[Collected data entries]
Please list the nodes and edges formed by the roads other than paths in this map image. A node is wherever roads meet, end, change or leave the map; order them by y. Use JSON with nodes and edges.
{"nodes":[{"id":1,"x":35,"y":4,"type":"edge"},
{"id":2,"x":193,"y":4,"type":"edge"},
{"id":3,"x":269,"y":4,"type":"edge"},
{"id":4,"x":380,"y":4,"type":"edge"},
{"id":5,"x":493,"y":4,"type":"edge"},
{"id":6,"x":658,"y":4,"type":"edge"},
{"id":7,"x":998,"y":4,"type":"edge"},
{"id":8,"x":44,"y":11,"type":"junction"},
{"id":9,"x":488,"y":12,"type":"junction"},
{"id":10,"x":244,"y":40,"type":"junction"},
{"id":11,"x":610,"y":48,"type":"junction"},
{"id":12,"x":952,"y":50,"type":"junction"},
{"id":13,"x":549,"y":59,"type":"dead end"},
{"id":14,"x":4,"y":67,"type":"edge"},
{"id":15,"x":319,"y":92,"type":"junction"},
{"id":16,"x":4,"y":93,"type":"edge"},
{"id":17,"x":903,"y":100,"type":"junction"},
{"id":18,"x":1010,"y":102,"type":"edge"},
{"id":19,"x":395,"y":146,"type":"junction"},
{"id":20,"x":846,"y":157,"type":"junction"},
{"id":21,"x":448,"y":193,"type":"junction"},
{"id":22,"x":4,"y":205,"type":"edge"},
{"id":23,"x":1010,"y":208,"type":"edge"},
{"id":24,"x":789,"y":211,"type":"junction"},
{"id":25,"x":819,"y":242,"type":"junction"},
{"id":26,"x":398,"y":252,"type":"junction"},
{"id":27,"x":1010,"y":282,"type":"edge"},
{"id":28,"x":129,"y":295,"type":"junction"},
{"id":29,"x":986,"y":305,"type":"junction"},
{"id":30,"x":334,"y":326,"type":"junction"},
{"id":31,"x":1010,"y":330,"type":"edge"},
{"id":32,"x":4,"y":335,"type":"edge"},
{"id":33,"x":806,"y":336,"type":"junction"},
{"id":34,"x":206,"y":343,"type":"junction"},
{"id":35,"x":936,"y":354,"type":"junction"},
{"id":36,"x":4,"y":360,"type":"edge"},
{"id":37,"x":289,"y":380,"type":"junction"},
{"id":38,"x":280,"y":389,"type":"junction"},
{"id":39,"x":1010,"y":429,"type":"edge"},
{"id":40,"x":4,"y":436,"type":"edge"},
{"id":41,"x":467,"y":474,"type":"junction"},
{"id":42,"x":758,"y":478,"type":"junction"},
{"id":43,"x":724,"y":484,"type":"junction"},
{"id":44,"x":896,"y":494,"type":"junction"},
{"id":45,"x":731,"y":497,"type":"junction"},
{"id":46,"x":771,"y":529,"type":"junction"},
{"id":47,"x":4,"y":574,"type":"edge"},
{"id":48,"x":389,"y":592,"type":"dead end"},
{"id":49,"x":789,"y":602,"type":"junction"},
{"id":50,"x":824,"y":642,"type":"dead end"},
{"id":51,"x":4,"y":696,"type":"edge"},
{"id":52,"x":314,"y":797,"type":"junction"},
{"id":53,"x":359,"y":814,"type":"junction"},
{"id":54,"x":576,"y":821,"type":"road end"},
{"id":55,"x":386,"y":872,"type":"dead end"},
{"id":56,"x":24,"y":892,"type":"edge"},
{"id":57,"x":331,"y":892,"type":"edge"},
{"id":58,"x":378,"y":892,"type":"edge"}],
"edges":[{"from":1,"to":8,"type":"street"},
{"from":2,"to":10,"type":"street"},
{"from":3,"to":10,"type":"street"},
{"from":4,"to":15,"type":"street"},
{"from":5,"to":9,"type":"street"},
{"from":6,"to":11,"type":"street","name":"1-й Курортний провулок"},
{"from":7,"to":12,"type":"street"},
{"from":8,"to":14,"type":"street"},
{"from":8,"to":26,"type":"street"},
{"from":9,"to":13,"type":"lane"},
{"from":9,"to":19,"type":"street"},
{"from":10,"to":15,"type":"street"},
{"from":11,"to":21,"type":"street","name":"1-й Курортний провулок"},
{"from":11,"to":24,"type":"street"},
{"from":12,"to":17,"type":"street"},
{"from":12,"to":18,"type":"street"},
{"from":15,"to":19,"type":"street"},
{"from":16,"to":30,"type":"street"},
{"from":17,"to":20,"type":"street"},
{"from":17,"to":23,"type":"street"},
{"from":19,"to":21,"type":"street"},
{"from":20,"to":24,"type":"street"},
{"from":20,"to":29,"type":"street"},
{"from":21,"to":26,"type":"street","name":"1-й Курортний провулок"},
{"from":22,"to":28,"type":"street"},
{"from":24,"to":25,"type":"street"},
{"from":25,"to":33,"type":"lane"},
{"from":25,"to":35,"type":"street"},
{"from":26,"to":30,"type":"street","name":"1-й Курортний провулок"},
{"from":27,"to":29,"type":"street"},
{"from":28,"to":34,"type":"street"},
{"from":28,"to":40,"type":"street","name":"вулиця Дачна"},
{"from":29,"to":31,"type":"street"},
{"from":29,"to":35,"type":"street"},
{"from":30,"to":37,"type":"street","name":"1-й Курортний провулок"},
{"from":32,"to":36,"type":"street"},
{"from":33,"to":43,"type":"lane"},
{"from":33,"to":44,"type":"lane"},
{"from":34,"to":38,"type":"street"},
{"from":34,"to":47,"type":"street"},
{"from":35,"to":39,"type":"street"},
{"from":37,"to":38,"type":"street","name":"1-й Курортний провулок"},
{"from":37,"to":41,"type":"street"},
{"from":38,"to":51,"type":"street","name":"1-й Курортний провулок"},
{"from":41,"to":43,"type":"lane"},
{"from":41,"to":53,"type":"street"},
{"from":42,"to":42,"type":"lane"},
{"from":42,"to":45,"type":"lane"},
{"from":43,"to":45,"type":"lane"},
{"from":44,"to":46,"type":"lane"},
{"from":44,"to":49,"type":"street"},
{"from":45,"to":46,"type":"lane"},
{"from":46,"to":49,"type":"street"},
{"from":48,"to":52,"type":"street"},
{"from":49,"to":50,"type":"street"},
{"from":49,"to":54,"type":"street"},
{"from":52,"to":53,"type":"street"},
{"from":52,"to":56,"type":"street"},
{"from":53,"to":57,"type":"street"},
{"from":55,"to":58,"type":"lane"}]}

* _WHAT TO DO_:
The entries above are to be copied word for word.

* _YOUR SOLUTION_:
Please list the nodes and edges formed by the roads other than paths in this map image. A node is wherever roads meet, end, change or leave the map; order them by y. Use JSON with nodes and edges.
{"nodes":[{"id":1,"x":35,"y":4,"type":"edge"},
{"id":2,"x":193,"y":4,"type":"edge"},
{"id":3,"x":269,"y":4,"type":"edge"},
{"id":4,"x":380,"y":4,"type":"edge"},
{"id":5,"x":493,"y":4,"type":"edge"},
{"id":6,"x":658,"y":4,"type":"edge"},
{"id":7,"x":998,"y":4,"type":"edge"},
{"id":8,"x":44,"y":11,"type":"junction"},
{"id":9,"x":488,"y":12,"type":"junction"},
{"id":10,"x":244,"y":40,"type":"junction"},
{"id":11,"x":610,"y":48,"type":"junction"},
{"id":12,"x":952,"y":50,"type":"junction"},
{"id":13,"x":549,"y":59,"type":"dead end"},
{"id":14,"x":4,"y":67,"type":"edge"},
{"id":15,"x":319,"y":92,"type":"junction"},
{"id":16,"x":4,"y":93,"type":"edge"},
{"id":17,"x":903,"y":100,"type":"junction"},
{"id":18,"x":1010,"y":102,"type":"edge"},
{"id":19,"x":395,"y":146,"type":"junction"},
{"id":20,"x":846,"y":157,"type":"junction"},
{"id":21,"x":448,"y":193,"type":"junction"},
{"id":22,"x":4,"y":205,"type":"edge"},
{"id":23,"x":1010,"y":208,"type":"edge"},
{"id":24,"x":789,"y":211,"type":"junction"},
{"id":25,"x":819,"y":242,"type":"junction"},
{"id":26,"x":398,"y":252,"type":"junction"},
{"id":27,"x":1010,"y":282,"type":"edge"},
{"id":28,"x":129,"y":295,"type":"junction"},
{"id":29,"x":986,"y":305,"type":"junction"},
{"id":30,"x":334,"y":326,"type":"junction"},
{"id":31,"x":1010,"y":330,"type":"edge"},
{"id":32,"x":4,"y":335,"type":"edge"},
{"id":33,"x":806,"y":336,"type":"junction"},
{"id":34,"x":206,"y":343,"type":"junction"},
{"id":35,"x":936,"y":354,"type":"junction"},
{"id":36,"x":4,"y":360,"type":"edge"},
{"id":37,"x":289,"y":380,"type":"junction"},
{"id":38,"x":280,"y":389,"type":"junction"},
{"id":39,"x":1010,"y":429,"type":"edge"},
{"id":40,"x":4,"y":436,"type":"edge"},
{"id":41,"x":467,"y":474,"type":"junction"},
{"id":42,"x":758,"y":478,"type":"junction"},
{"id":43,"x":724,"y":484,"type":"junction"},
{"id":44,"x":896,"y":494,"type":"junction"},
{"id":45,"x":731,"y":497,"type":"junction"},
{"id":46,"x":771,"y":529,"type":"junction"},
{"id":47,"x":4,"y":574,"type":"edge"},
{"id":48,"x":389,"y":592,"type":"dead end"},
{"id":49,"x":789,"y":602,"type":"junction"},
{"id":50,"x":824,"y":642,"type":"dead end"},
{"id":51,"x":4,"y":696,"type":"edge"},
{"id":52,"x":314,"y":797,"type":"junction"},
{"id":53,"x":359,"y":814,"type":"junction"},
{"id":54,"x":576,"y":821,"type":"road end"},
{"id":55,"x":386,"y":872,"type":"dead end"},
{"id":56,"x":24,"y":892,"type":"edge"},
{"id":57,"x":331,"y":892,"type":"edge"},
{"id":58,"x":378,"y":892,"type":"edge"}],
"edges":[{"from":1,"to":8,"type":"street"},
{"from":2,"to":10,"type":"street"},
{"from":3,"to":10,"type":"street"},
{"from":4,"to":15,"type":"street"},
{"from":5,"to":9,"type":"street"},
{"from":6,"to":11,"type":"street","name":"1-й Курортний провулок"},
{"from":7,"to":12,"type":"street"},
{"from":8,"to":14,"type":"street"},
{"from":8,"to":26,"type":"street"},
{"from":9,"to":13,"type":"lane"},
{"from":9,"to":19,"type":"street"},
{"from":10,"to":15,"type":"street"},
{"from":11,"to":21,"type":"street","name":"1-й Курортний провулок"},
{"from":11,"to":24,"type":"street"},
{"from":12,"to":17,"type":"street"},
{"from":12,"to":18,"type":"street"},
{"from":15,"to":19,"type":"street"},
{"from":16,"to":30,"type":"street"},
{"from":17,"to":20,"type":"street"},
{"from":17,"to":23,"type":"street"},
{"from":19,"to":21,"type":"street"},
{"from":20,"to":24,"type":"street"},
{"from":20,"to":29,"type":"street"},
{"from":21,"to":26,"type":"street","name":"1-й Курортний провулок"},
{"from":22,"to":28,"type":"street"},
{"from":24,"to":25,"type":"street"},
{"from":25,"to":33,"type":"lane"},
{"from":25,"to":35,"type":"street"},
{"from":26,"to":30,"type":"street","name":"1-й Курортний провулок"},
{"from":27,"to":29,"type":"street"},
{"from":28,"to":34,"type":"street"},
{"from":28,"to":40,"type":"street","name":"вулиця Дачна"},
{"from":29,"to":31,"type":"street"},
{"from":29,"to":35,"type":"street"},
{"from":30,"to":37,"type":"street","name":"1-й Курортний провулок"},
{"from":32,"to":36,"type":"street"},
{"from":33,"to":43,"type":"lane"},
{"from":33,"to":44,"type":"lane"},
{"from":34,"to":38,"type":"street"},
{"from":34,"to":47,"type":"street"},
{"from":35,"to":39,"type":"street"},
{"from":37,"to":38,"type":"street","name":"1-й Курортний провулок"},
{"from":37,"to":41,"type":"street"},
{"from":38,"to":51,"type":"street","name":"1-й Курортний провулок"},
{"from":41,"to":43,"type":"lane"},
{"from":41,"to":53,"type":"street"},
{"from":42,"to":42,"type":"lane"},
{"from":42,"to":45,"type":"lane"},
{"from":43,"to":45,"type":"lane"},
{"from":44,"to":46,"type":"lane"},
{"from":44,"to":49,"type":"street"},
{"from":45,"to":46,"type":"lane"},
{"from":46,"to":49,"type":"street"},
{"from":48,"to":52,"type":"street"},
{"from":49,"to":50,"type":"street"},
{"from":49,"to":54,"type":"street"},
{"from":52,"to":53,"type":"street"},
{"from":52,"to":56,"type":"street"},
{"from":53,"to":57,"type":"street"},
{"from":55,"to":58,"type":"lane"}]}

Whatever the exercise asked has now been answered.